EU-Freihandel mit Südamerika und Folgen für die Landwirtschaft

Referentin fordert Berücksichtigung sozialer und ökologischer Kriterien

Kirchenkreis Gütersloh. Die Gesellschaft und auch die Landwirte selbst wollen besseren Klimaschutz, mehr Biodiversität, mehr Tierwohl und hohe Produktqualität – zugleich sollen Bauern ihre Produkte möglichst billig liefern. Die Kredite für die erforderlichen teuren Investitionen belasten das Einkommen der Landwirte. Das hat schon viele zur Aufgabe gezwungen. Berit Thomsen ist Referentin für Internationalen Agrarhandel bei der Arbeitsgemeinschaft bäuerliche Landwirtschaft (AbL) und kennt das Dilemma. Sie sprach im Haus der Begegnung in Gütersloh über die weitreichenden Auswirkungen des sogenannten Mercosur-Abkommens für die heimische Landwirtschaft.
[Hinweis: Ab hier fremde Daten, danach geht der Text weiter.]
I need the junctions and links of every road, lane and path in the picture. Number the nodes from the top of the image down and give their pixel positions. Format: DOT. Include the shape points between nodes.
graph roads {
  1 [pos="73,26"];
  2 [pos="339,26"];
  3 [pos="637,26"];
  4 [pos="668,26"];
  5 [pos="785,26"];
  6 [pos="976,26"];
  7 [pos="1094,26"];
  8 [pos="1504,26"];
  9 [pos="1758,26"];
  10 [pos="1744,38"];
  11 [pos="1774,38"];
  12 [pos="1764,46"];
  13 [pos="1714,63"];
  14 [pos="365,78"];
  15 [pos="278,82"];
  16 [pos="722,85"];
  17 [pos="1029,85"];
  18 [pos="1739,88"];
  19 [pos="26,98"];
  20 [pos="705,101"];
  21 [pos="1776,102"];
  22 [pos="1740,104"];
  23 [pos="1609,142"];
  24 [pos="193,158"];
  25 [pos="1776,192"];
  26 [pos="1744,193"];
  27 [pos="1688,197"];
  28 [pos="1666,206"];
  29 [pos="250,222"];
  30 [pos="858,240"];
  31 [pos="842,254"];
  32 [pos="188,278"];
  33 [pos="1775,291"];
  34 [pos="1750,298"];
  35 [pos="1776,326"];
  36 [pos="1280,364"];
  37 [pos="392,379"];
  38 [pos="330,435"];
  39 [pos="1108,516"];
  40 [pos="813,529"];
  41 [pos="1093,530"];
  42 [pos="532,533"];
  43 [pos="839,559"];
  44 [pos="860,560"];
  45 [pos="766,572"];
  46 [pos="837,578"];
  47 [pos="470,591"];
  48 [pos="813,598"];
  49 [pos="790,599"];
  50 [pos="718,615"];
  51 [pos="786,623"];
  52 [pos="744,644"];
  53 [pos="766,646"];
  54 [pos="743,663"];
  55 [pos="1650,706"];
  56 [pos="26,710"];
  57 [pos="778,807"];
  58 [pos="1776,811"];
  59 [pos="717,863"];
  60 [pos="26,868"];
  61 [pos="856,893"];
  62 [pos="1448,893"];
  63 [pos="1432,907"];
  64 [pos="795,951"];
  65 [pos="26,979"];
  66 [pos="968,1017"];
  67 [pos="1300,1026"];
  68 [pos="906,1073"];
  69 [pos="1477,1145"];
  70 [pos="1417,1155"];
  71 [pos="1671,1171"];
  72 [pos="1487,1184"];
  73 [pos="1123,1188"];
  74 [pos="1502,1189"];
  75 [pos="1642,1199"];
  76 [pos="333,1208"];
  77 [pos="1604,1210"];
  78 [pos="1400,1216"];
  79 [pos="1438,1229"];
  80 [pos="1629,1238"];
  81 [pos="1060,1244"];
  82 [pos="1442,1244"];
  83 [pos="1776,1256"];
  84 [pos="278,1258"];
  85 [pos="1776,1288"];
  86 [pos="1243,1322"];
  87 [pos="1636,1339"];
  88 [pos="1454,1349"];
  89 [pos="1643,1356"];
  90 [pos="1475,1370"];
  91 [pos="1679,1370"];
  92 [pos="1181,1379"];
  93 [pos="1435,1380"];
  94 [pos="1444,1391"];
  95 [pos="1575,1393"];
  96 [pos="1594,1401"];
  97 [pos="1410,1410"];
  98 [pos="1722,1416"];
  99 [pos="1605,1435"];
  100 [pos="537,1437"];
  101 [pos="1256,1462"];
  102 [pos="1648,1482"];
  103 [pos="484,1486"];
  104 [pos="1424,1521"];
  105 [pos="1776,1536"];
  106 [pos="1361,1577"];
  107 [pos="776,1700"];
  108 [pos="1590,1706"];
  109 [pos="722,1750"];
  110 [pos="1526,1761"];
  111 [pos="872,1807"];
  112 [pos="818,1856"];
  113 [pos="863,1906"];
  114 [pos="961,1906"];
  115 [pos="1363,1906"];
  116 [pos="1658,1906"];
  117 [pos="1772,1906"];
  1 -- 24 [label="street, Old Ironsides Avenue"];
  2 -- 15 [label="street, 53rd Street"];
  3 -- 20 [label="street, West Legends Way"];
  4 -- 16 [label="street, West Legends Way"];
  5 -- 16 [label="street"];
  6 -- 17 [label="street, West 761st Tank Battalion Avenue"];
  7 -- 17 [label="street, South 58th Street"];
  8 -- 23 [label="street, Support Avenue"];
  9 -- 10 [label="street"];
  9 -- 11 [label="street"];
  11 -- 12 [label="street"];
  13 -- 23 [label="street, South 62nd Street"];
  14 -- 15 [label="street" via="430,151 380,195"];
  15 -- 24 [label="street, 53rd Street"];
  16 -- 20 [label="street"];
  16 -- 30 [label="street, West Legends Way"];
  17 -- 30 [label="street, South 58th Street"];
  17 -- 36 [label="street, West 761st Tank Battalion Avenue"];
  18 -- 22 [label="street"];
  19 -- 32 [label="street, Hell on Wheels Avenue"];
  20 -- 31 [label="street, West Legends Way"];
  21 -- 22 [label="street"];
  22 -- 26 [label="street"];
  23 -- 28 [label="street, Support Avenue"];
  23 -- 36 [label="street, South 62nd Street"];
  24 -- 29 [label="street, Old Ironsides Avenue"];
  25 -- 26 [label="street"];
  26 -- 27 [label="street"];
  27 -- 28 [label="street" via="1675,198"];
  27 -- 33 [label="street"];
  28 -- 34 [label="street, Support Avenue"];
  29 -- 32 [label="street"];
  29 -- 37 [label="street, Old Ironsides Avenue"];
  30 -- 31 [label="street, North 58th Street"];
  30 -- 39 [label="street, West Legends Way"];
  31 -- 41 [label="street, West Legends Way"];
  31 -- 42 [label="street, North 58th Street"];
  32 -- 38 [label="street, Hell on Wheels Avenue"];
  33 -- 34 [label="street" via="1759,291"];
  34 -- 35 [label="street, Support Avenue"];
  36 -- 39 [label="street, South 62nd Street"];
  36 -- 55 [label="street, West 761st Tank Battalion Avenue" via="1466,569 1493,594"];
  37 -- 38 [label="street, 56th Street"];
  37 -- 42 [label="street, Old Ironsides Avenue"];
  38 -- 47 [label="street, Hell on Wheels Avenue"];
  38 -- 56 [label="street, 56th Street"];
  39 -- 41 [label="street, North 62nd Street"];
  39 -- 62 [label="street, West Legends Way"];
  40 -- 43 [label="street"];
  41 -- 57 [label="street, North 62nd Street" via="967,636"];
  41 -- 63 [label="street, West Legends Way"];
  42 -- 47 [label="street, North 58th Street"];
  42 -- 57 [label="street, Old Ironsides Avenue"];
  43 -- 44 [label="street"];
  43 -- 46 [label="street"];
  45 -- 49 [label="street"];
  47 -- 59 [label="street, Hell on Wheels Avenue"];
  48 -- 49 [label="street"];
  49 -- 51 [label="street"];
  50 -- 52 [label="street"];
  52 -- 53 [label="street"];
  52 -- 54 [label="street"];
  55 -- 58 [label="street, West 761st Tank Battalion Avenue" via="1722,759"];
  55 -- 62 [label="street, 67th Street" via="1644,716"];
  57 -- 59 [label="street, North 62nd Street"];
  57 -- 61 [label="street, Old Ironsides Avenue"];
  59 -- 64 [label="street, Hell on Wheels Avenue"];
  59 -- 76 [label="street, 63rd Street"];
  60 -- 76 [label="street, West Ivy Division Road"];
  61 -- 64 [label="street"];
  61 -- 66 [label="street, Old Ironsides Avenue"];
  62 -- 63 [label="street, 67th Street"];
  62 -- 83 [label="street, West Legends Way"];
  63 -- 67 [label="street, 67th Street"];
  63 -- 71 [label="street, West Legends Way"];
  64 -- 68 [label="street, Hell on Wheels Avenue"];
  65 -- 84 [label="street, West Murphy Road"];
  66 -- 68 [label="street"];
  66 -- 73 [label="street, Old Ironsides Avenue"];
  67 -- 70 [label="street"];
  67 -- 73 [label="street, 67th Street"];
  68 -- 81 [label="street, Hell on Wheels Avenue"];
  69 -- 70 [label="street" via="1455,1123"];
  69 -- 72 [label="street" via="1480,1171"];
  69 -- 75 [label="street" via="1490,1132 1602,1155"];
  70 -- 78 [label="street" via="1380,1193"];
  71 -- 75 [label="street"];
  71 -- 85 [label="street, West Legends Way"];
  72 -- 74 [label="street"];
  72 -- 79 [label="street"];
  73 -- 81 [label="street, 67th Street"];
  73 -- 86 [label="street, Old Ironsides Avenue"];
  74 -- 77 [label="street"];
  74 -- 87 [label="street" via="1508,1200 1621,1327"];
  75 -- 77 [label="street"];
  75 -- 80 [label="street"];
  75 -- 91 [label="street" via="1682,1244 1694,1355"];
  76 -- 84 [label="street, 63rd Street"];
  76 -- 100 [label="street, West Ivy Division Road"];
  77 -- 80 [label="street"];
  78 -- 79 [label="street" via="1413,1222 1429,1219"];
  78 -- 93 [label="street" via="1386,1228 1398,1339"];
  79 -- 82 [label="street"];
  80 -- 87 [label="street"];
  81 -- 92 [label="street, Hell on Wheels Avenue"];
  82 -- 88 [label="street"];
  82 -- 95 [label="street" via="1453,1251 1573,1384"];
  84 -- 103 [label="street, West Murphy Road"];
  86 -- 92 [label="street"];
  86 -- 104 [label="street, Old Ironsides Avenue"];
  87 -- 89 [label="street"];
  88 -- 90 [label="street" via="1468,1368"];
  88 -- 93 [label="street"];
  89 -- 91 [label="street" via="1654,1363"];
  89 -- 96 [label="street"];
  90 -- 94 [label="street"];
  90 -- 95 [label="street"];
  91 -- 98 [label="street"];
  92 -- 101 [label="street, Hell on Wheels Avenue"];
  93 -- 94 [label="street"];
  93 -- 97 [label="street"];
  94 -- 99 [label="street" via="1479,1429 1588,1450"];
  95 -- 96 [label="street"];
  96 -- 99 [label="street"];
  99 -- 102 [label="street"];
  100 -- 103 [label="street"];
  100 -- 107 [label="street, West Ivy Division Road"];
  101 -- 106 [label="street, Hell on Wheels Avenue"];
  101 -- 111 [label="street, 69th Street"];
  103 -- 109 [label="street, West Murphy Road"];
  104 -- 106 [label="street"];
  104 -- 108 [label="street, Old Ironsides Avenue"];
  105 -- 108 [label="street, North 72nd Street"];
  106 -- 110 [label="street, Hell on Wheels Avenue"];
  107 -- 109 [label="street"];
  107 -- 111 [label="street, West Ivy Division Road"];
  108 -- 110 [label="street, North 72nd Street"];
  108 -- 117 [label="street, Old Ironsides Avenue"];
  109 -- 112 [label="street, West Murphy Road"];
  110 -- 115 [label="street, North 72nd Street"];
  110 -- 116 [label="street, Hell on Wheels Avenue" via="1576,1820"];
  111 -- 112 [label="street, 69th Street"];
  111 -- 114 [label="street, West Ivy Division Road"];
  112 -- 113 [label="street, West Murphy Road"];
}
MÖWe-Regionalpfarrerin Kirsten Potz hatte zu der Veranstaltung eingeladen, weil das Thema in den Partnerkirchen auf beiden Seiten des Atlantiks virulent ist und Christ*innen ihre Verantwortung für Mensch und Umwelt wahrnehmen wollen.
Seit 20 Jahren verhandelt die EU mit den Mercosur-Staaten Brasilien, Argentinien, Paraguay und Uruguay. Damit soll die weltweit größte Freihandelszone entstehen, mit über 770 Millionen Einwohnern (EU 512 Millionen / MERCOSUR 260 Millionen). Europäische Unternehmen werden dadurch Zölle im Wert von vier Milliarden Euro pro Jahr sparen. Das Abkommen wirft Fragen auf: Wie passt die Forderung nach fairen Erzeugerpreisen damit zusammen? Was für einen Außenhandel brauchen wir, damit ein Umbau in der Landwirtschaft möglich wird?
Die Komplexität des Themas und die Schwierigkeiten im System machte Thomsen am Beispiel Milch deutlich. Seit Jahren erwirtschaften Milch-Erzeuger damit ein Defizit: Im ersten Quartal 2021 lag die Differenz bei 30 Prozent. Einfach aussteigen geht für die Bauern nicht – sie haben teuer investiert in Ställe und Maschinen. Die DMK, größte deutsche Molkerei, zahlt zurzeit 30 Ct. Pro Kilo. Nur billige Milch hat eine Chance auf dem Weltmarkt. Brasilianische Bauern können bei dem Preisdruck nicht mithalten – dadurch öffnet sich der brasilianische Markt für deutsches Milchpulver und Käse, was im Gegenzug den deutschen Markt für Rindfleisch und Soja aus Südamerika geöffnet hat. Durch das Mercosur-Abkommen, durch das über 90 Prozent der Zölle wegfallen, verstärkt sich dieser Trend enorm. „Die Mehreinnahmen aus dem Export werden wie bisher nicht auf den Höfen ankommen.“, prognostiziert Thomsen. „Wir Erzeuger sind das schwächste Glied in der Lieferkette“, unterstrich ein Zuhörer.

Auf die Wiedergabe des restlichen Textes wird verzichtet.